26.   Although AS and EH have a relationship with Mr. Sato, I accept their evidence. I find it is consistent with ICBC’s own diagram of the accident, as well as the vehicle damage.

27.   I find the overall evidence is more consistent with Mr. Sato’s version of events. Based on the parties’ evidence, the witnesses’ statements, and the vehicle impact locations, I find it more likely than not that Mr. Sato was established in the intersection making his left turn when MK entered the intersection.

28.   Section 175(1) of the Motor Vehicle Act (MVA) says that the driver of a vehicle entering a through highway from a stop sign must yield the right of way to traffic on the through highway that has either already entered the intersection or is so close to the intersection that it constitutes an immediate hazard.

29.   As I have found Mr.

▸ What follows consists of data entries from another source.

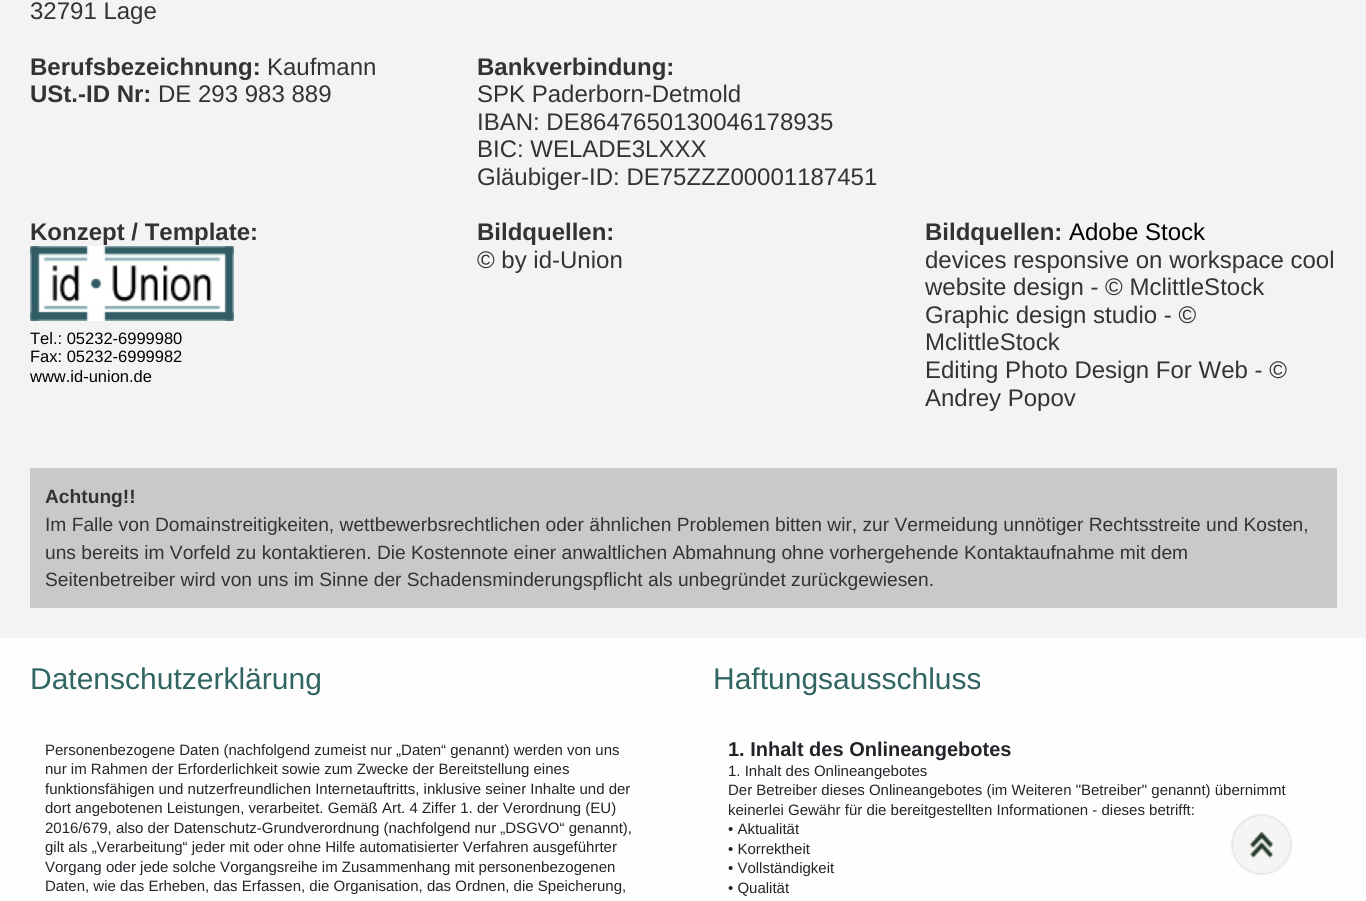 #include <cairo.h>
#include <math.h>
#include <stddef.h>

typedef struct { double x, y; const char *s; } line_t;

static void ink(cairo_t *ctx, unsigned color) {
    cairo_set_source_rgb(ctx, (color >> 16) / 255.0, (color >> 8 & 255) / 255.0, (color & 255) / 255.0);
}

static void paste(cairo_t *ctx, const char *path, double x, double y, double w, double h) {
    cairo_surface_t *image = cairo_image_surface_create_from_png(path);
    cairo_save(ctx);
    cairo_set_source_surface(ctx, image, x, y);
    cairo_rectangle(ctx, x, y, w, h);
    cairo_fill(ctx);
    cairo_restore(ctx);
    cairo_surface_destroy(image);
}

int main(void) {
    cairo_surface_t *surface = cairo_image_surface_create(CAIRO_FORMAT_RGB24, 1366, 901);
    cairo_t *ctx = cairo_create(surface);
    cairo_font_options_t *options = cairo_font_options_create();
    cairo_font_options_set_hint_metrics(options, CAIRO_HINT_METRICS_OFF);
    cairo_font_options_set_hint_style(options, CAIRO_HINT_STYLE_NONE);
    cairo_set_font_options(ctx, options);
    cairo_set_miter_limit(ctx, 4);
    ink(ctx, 0xF3F3F3);
    cairo_paint(ctx);
    cairo_select_font_face(ctx, "Liberation Sans", CAIRO_FONT_SLANT_NORMAL, CAIRO_FONT_WEIGHT_NORMAL);
    cairo_set_font_size(ctx, 24);
    ink(ctx, 0x333333);
    cairo_move_to(ctx, 30, 19);
    cairo_show_text(ctx, "32791 Lage");
    cairo_select_font_face(ctx, "Liberation Sans", CAIRO_FONT_SLANT_NORMAL, CAIRO_FONT_WEIGHT_BOLD);
    cairo_move_to(ctx, 30, 75);
    cairo_show_text(ctx, "Berufsbezeichnung:");
    cairo_select_font_face(ctx, "Liberation Sans", CAIRO_FONT_SLANT_NORMAL, CAIRO_FONT_WEIGHT_NORMAL);
    cairo_move_to(ctx, 267, 75);
    cairo_show_text(ctx, "Kaufmann");
    cairo_select_font_face(ctx, "Liberation Sans", CAIRO_FONT_SLANT_NORMAL, CAIRO_FONT_WEIGHT_BOLD);
    cairo_move_to(ctx, 30, 102);
    cairo_show_text(ctx, "USt.-ID Nr:");
    cairo_select_font_face(ctx, "Liberation Sans", CAIRO_FONT_SLANT_NORMAL, CAIRO_FONT_WEIGHT_NORMAL);
    cairo_move_to(ctx, 158, 102);
    cairo_show_text(ctx, "DE 293 983 889");
    cairo_select_font_face(ctx, "Liberation Sans", CAIRO_FONT_SLANT_NORMAL, CAIRO_FONT_WEIGHT_BOLD);
    cairo_move_to(ctx, 477, 75);
    cairo_show_text(ctx, "Bankverbindung:");
    cairo_select_font_face(ctx, "Liberation Sans", CAIRO_FONT_SLANT_NORMAL, CAIRO_FONT_WEIGHT_NORMAL);
    {
        static const line_t items[] = {
            {477, 102, "SPK Paderborn-Detmold"},
            {477, 130, "IBAN: DE8647650130046178935"},
            {477, 157, "BIC: WELADE3LXXX"},
            {477, 185, "Gläubiger-ID: DE75ZZZ00001187451"},
        };
        for (size_t i = 0; i < sizeof items / sizeof *items; i++) {
            cairo_move_to(ctx, items[i].x, items[i].y);
            cairo_show_text(ctx, items[i].s);
        }
    }
    cairo_select_font_face(ctx, "Liberation Sans", CAIRO_FONT_SLANT_NORMAL, CAIRO_FONT_WEIGHT_BOLD);
    cairo_move_to(ctx, 30, 240);
    cairo_show_text(ctx, "Konzept / Template:");
    paste(ctx, "media/1.png", 30, 246, 204, 75);
    cairo_select_font_face(ctx, "Liberation Sans", CAIRO_FONT_SLANT_NORMAL, CAIRO_FONT_WEIGHT_NORMAL);
    cairo_set_font_size(ctx, 16.5);
    ink(ctx, 0x000000);
    {
        static const line_t items[] = {
            {30, 344, "Tel.: 05232-6999980"},
            {30, 362, "Fax: 05232-6999982"},
            {30, 382, "www.id-union.de"},
        };
        for (size_t i = 0; i < sizeof items / sizeof *items; i++) {
            cairo_move_to(ctx, items[i].x, items[i].y);
            cairo_show_text(ctx, items[i].s);
        }
    }
    cairo_select_font_face(ctx, "Liberation Sans", CAIRO_FONT_SLANT_NORMAL, CAIRO_FONT_WEIGHT_BOLD);
    cairo_set_font_size(ctx, 24);
    ink(ctx, 0x333333);
    cairo_move_to(ctx, 477, 240);
    cairo_show_text(ctx, "Bildquellen:");
    cairo_select_font_face(ctx, "Liberation Sans", CAIRO_FONT_SLANT_NORMAL, CAIRO_FONT_WEIGHT_NORMAL);
    cairo_move_to(ctx, 477, 268);
    cairo_show_text(ctx, "© by id-Union");
    cairo_select_font_face(ctx, "Liberation Sans", CAIRO_FONT_SLANT_NORMAL, CAIRO_FONT_WEIGHT_BOLD);
    cairo_move_to(ctx, 925, 240);
    cairo_show_text(ctx, "Bildquellen:");
    cairo_select_font_face(ctx, "Liberation Sans", CAIRO_FONT_SLANT_NORMAL, CAIRO_FONT_WEIGHT_NORMAL);
    ink(ctx, 0x000000);
    cairo_move_to(ctx, 1069, 240);
    cairo_show_text(ctx, "Adobe Stock");
    ink(ctx, 0x333333);
    {
        static const line_t items[] = {
            {925, 268, "devices responsive on workspace cool"},
            {925, 295, "website design - © MclittleStock"},
            {925, 323, "Graphic design studio - ©"},
            {925, 350, "MclittleStock"},
            {925, 378, "Editing Photo Design For Web - ©"},
            {925, 406, "Andrey Popov"},
        };
        for (size_t i = 0; i < sizeof items / sizeof *items; i++) {
            cairo_move_to(ctx, items[i].x, items[i].y);
            cairo_show_text(ctx, items[i].s);
        }
    }
    ink(ctx, 0xC9C9C9);
    cairo_rectangle(ctx, 30, 468, 1307, 140);
    cairo_fill(ctx);
    cairo_select_font_face(ctx, "Liberation Sans", CAIRO_FONT_SLANT_NORMAL, CAIRO_FONT_WEIGHT_BOLD);
    cairo_set_font_size(ctx, 19.2);
    ink(ctx, 0x333333);
    cairo_move_to(ctx, 45, 503);
    cairo_show_text(ctx, "Achtung!!");
    cairo_select_font_face(ctx, "Liberation Sans", CAIRO_FONT_SLANT_NORMAL, CAIRO_FONT_WEIGHT_NORMAL);
    {
        static const line_t items[] = {
            {45, 531, "Im Falle von Domainstreitigkeiten, wettbewerbsrechtlichen oder ähnlichen Problemen bitten wir, zur Vermeidung unnötiger Rechtsstreite und Kosten,"},
            {45, 559, "uns bereits im Vorfeld zu kontaktieren. Die Kostennote einer anwaltlichen Abmahnung ohne vorhergehende Kontaktaufnahme mit dem"},
            {45, 586, "Seitenbetreiber wird von uns im Sinne der Schadensminderungspflicht als unbegründet zurückgewiesen."},
        };
        for (size_t i = 0; i < sizeof items / sizeof *items; i++) {
            cairo_move_to(ctx, items[i].x, items[i].y);
            cairo_show_text(ctx, items[i].s);
        }
    }
    ink(ctx, 0xFEFEFE);
    cairo_rectangle(ctx, 0, 638, 1366, 263);
    cairo_fill(ctx);
    cairo_set_font_size(ctx, 30);
    ink(ctx, 0x316563);
    cairo_move_to(ctx, 30, 689);
    cairo_show_text(ctx, "Datenschutzerklärung");
    cairo_set_font_size(ctx, 15);
    ink(ctx, 0x212529);
    {
        static const line_t items[] = {
            {45, 755, "Personenbezogene Daten (nachfolgend zumeist nur „Daten“ genannt) werden von uns"},
            {45, 774, "nur im Rahmen der Erforderlichkeit sowie zum Zwecke der Bereitstellung eines"},
            {45, 794, "funktionsfähigen und nutzerfreundlichen Internetauftritts, inklusive seiner Inhalte und der"},
            {45, 813, "dort angebotenen Leistungen, verarbeitet. Gemäß Art. 4 Ziffer 1. der Verordnung (EU)"},
            {45, 833, "2016/679, also der Datenschutz-Grundverordnung (nachfolgend nur „DSGVO“ genannt),"},
            {45, 852, "gilt als „Verarbeitung“ jeder mit oder ohne Hilfe automatisierter Verfahren ausgeführter"},
            {45, 872, "Vorgang oder jede solche Vorgangsreihe im Zusammenhang mit personenbezogenen"},
            {45, 891, "Daten, wie das Erheben, das Erfassen, die Organisation, das Ordnen, die Speicherung,"},
        };
        for (size_t i = 0; i < sizeof items / sizeof *items; i++) {
            cairo_move_to(ctx, items[i].x, items[i].y);
            cairo_show_text(ctx, items[i].s);
        }
    }
    cairo_set_font_size(ctx, 30);
    ink(ctx, 0x316563);
    cairo_move_to(ctx, 713, 689);
    cairo_show_text(ctx, "Haftungsausschluss");
    cairo_select_font_face(ctx, "Liberation Sans", CAIRO_FONT_SLANT_NORMAL, CAIRO_FONT_WEIGHT_BOLD);
    cairo_set_font_size(ctx, 20);
    ink(ctx, 0x212529);
    cairo_move_to(ctx, 728, 756);
    cairo_show_text(ctx, "1. Inhalt des Onlineangebotes");
    cairo_select_font_face(ctx, "Liberation Sans", CAIRO_FONT_SLANT_NORMAL, CAIRO_FONT_WEIGHT_NORMAL);
    cairo_set_font_size(ctx, 15);
    {
        static const line_t items[] = {
            {728, 776, "1. Inhalt des Onlineangebotes"},
            {728, 795, "Der Betreiber dieses Onlineangebotes (im Weiteren \"Betreiber\" genannt) übernimmt"},
            {728, 815, "keinerlei Gewähr für die bereitgestellten Informationen - dieses betrifft:"},
            {728, 834, "• Aktualität"},
            {728, 854, "• Korrektheit"},
            {728, 873, "• Vollständigkeit"},
            {728, 893, "• Qualität"},
        };
        for (size_t i = 0; i < sizeof items / sizeof *items; i++) {
            cairo_move_to(ctx, items[i].x, items[i].y);
            cairo_show_text(ctx, items[i].s);
        }
    }
    paste(ctx, "media/2.png", 1231, 814, 61, 61);
    cairo_surface_write_to_png(surface, "image.png");
    cairo_font_options_destroy(options);
    cairo_destroy(ctx);
    cairo_surface_destroy(surface);
    return 0;
} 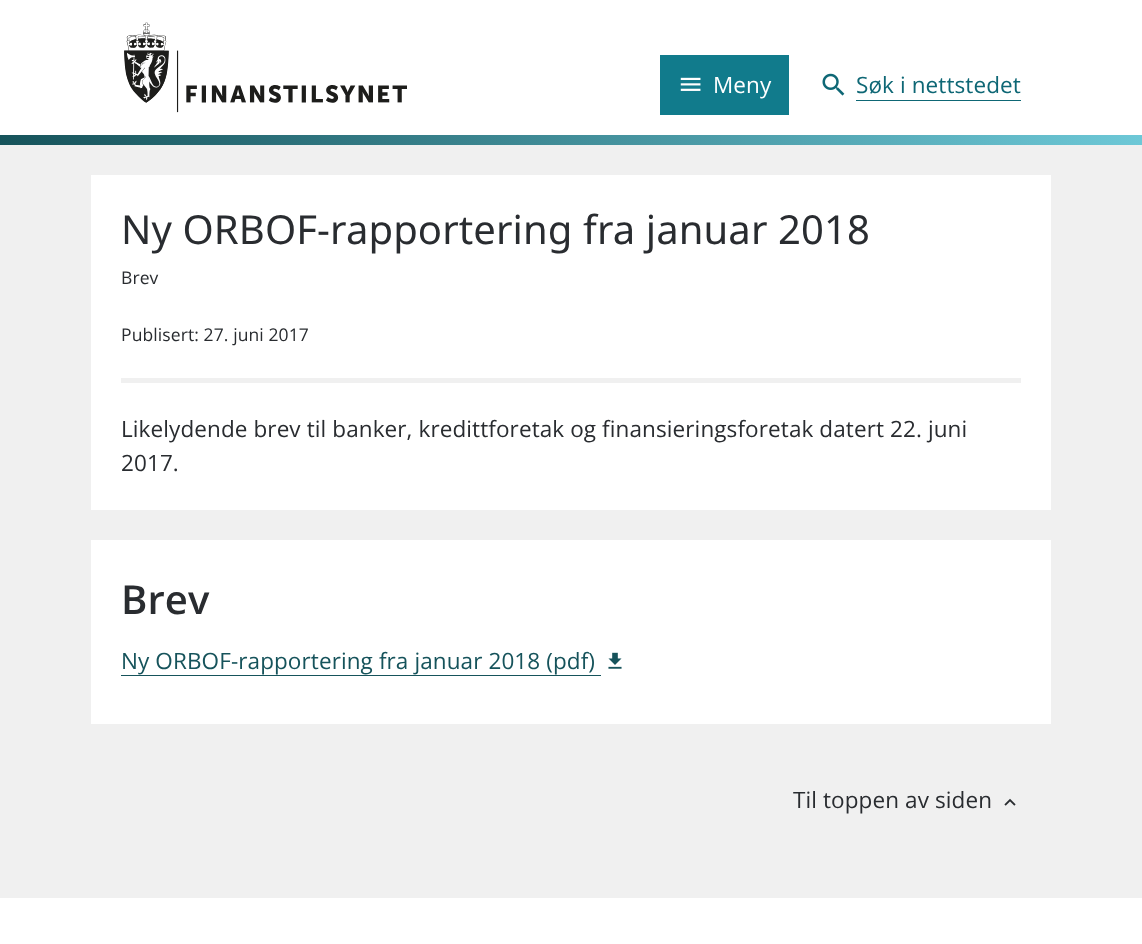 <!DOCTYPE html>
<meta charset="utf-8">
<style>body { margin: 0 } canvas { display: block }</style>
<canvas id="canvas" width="1142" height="944"></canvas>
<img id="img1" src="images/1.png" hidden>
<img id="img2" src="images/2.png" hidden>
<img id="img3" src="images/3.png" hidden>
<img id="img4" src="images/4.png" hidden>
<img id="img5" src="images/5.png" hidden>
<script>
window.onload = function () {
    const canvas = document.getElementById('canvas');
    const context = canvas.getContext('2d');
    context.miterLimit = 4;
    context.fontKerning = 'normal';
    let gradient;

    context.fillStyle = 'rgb(240, 240, 240)';
    context.fillRect(0, 0, 1142, 944);
    context.fillStyle = 'rgb(255, 255, 255)';
    context.fillRect(0, 0, 1142, 135);
    context.drawImage(document.getElementById('img1'), 124, 22, 283, 91);
    context.fillStyle = 'rgb(17, 123, 140)';
    context.fillRect(660, 55, 129, 60);
    context.drawImage(document.getElementById('img2'), 680, 77, 21, 14);
    context.drawImage(document.getElementById('img3'), 822, 73, 23, 23);
    context.fillStyle = 'rgb(14, 103, 117)';
    context.fillRect(856, 100, 165, 1);
    gradient = context.createLinearGradient(0, 140, 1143, 140);
    gradient.addColorStop(0, 'rgb(22, 83, 91)');
    gradient.addColorStop(1, 'rgb(109, 200, 215)');
    context.fillStyle = gradient;
    context.fillRect(0, 135, 1142, 10);
    context.fillStyle = 'rgb(255, 255, 255)';
    context.fillRect(91, 175, 960, 335);
    context.fillStyle = 'rgb(240, 240, 240)';
    context.fillRect(121, 378, 900, 5);
    context.fillStyle = 'rgb(255, 255, 255)';
    context.fillRect(91, 540, 960, 184);
    context.fillStyle = 'rgb(22, 83, 91)';
    context.fillRect(121, 675, 480, 1);
    context.drawImage(document.getElementById('img4'), 608, 652, 14, 17);
    context.drawImage(document.getElementById('img5'), 1004, 798, 12, 8);
    context.fillStyle = 'rgb(255, 255, 255)';
    context.fillRect(0, 898, 1142, 46);
    context.letterSpacing = '0.1px';
    context.font = '22.5px Open Sans';
    context.fillText('Meny', 713, 93);
    context.fillStyle = 'rgb(14, 103, 117)';
    context.fillText('Søk i nettstedet', 856, 93);
    context.font = '40px Noto Sans';
    context.fillStyle = 'rgb(41, 44, 48)';
    context.fillText('Ny ORBOF-rapportering fra januar 2018', 121, 244);
    context.font = '17.5px Open Sans';
    context.fillText('Brev', 121, 284);
    context.fillText('Publisert: 27. juni 2017', 121, 341);
    context.font = '22.5px Open Sans';
    context.fillText('Likelydende brev til banker, kredittforetak og finansieringsforetak datert 22. juni', 121, 437);
    context.fillText('2017.', 121, 471);
    context.font = '600 40px Open Sans';
    context.fillText('Brev', 121, 614);
    context.font = '22.5px Open Sans';
    context.fillStyle = 'rgb(22, 83, 91)';
    context.fillText('Ny ORBOF-rapportering fra januar 2018 (pdf)', 121, 669);
    context.fillStyle = 'rgb(41, 44, 48)';
    context.fillText('Til toppen av siden', 793, 808);
};
</script>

Sato was already established in the intersection when MK approached the stop sign, I find MK should have yielded the right of way to Mr. Sato, and failed to do so, in contravention of section 175 of the MVA. I find MK was solely responsible for the December 9, 2021 accident.

Damages

30.   So, what are the applicants’ damages?

31.   First, ordering someone to do something, or to stop doing something, is known as “injunctive relief”. This includes an order for ICBC to “remove any insurance increase” or to revise Mr. Sato’s driver factor. Injunctive relief is outside the CRT’s small claims jurisdiction, except where permitted by section 118 of the CRTA. There are no relevant CRTA provisions that would permit me to grant the injunctive relief Mr. Sato seeks. So, I decline to grant these requested remedies.

32.   Next, the $1,200 claim for vehicle damage. As I have found MK solely responsible for the accident, section 174 says ICBC must indemnify the applicants for the entirety of their vehicle damage, including the deductible. The evidence shows that ICBC charged the applicants a $1,250 deductible for the vehicle repairs, representing their 50% fault assessment. As the applicants only claim $1,200, I order ICBC to pay them this amount.

33.   Finally, the applicants say they were charged a $3,500 “unlisted driver fee”. ICBC says the fee is applied when a driver who is not listed on an insurance policy is found to be 25% or more responsible for an accident. As I have found Mr. Sato less than 25% responsible for the accident, it follows no fee should apply. Although the applicants did not provide a receipt for paying this fee, ICBC does not dispute that they did.

34.   I also note ICBC has not provided any evidence about this fee, such as on what basis it is entitled to charge such a fee, how the fee is calculated, or even a copy of the insurance policy that shows Mr. Sato was an unlisted driver. ICBC is a sophisticated litigant and should understand the requirement to provide all relevant evidence in a dispute. So, I would have ordered ICBC to reimburse this fee in any event.

35.   In summary, I find ICBC must reimburse the applicants $1,200 for their paid deductible and $3,500 for the unlisted driver fee. This totals $4,700.

36.   The Court Order Interest Act applies to the CRT. However, the applicants expressly waived their right to pre-judgment interest in the Dispute Notice, and the Court Order Interest Act says it does not apply where a party waives it. So, I make no order for pre-judgment interest.

37.   Under section 49 of the CRTA, and the CRT rules, a successful party is generally entitled to the recovery of their tribunal fees and dispute-related expenses. As the applicants were successful, I find they are entitled to reimbursement of $175 in paid tribunal fees. No dispute-related expenses were claimed.

ORDERS

38.   Within 21 days of the date of this decision, I order ICBC to pay the applicants a total of $4,875, broken down as follows:

a.    $4,700 in damages, and

b.    $175 in tribunal fees.

39.   The applicants are also entitled to post-judgment interest, as applicable.

40.   Under section 58.1 of the CRTA, a validated copy of the CRT’s order can be enforced through the Provincial Court of British Columbia. Once filed, a CRT order has the same force and effect as an order of the Provincial Court of British Columbia.